═══ Records supplied ═══
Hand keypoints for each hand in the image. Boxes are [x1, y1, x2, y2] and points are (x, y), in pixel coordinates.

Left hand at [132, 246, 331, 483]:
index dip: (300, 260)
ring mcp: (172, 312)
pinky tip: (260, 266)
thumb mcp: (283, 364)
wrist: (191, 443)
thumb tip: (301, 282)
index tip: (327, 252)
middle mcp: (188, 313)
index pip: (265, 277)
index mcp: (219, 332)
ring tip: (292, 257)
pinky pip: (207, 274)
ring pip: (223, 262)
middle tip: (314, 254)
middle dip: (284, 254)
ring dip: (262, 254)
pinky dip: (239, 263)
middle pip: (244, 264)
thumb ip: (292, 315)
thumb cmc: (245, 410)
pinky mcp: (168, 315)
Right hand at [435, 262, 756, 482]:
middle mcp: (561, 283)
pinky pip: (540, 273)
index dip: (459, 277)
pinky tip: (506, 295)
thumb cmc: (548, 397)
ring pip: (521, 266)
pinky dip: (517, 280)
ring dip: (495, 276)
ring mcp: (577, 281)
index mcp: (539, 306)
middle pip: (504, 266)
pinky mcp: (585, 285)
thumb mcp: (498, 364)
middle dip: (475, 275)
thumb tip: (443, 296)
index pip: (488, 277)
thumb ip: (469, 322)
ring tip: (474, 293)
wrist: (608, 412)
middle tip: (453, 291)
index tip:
═══
Task =
Retype every record above exactly.

Solution to the exercise =
Hand keypoints for each hand in the image. Boxes are [x1, y1, x2, y2] and points are (x, y), in pixel coordinates.

Left hand at [132, 246, 331, 483]:
index dip: (300, 260)
ring mcp: (172, 312)
pinky tip: (260, 266)
thumb mcp: (283, 364)
wrist: (191, 443)
thumb tip: (301, 282)
index tip: (327, 252)
middle mcp: (188, 313)
index pip: (265, 277)
index mcp: (219, 332)
ring tip: (292, 257)
pinky pip: (207, 274)
ring pip: (223, 262)
middle tip: (314, 254)
middle dip: (284, 254)
ring dip: (262, 254)
pinky dip: (239, 263)
middle pip: (244, 264)
thumb ip: (292, 315)
thumb cmc: (245, 410)
pinky mcp: (168, 315)
Right hand at [435, 262, 756, 482]:
middle mcp: (561, 283)
pinky pip: (540, 273)
index dip: (459, 277)
pinky tip: (506, 295)
thumb cmc: (548, 397)
ring pip: (521, 266)
pinky dip: (517, 280)
ring dip: (495, 276)
ring mcp: (577, 281)
index mcp: (539, 306)
middle pip: (504, 266)
pinky mcp: (585, 285)
thumb mcp: (498, 364)
middle dip: (475, 275)
thumb tip: (443, 296)
index pip: (488, 277)
thumb ip: (469, 322)
ring tip: (474, 293)
wrist: (608, 412)
middle tip: (453, 291)
index tip:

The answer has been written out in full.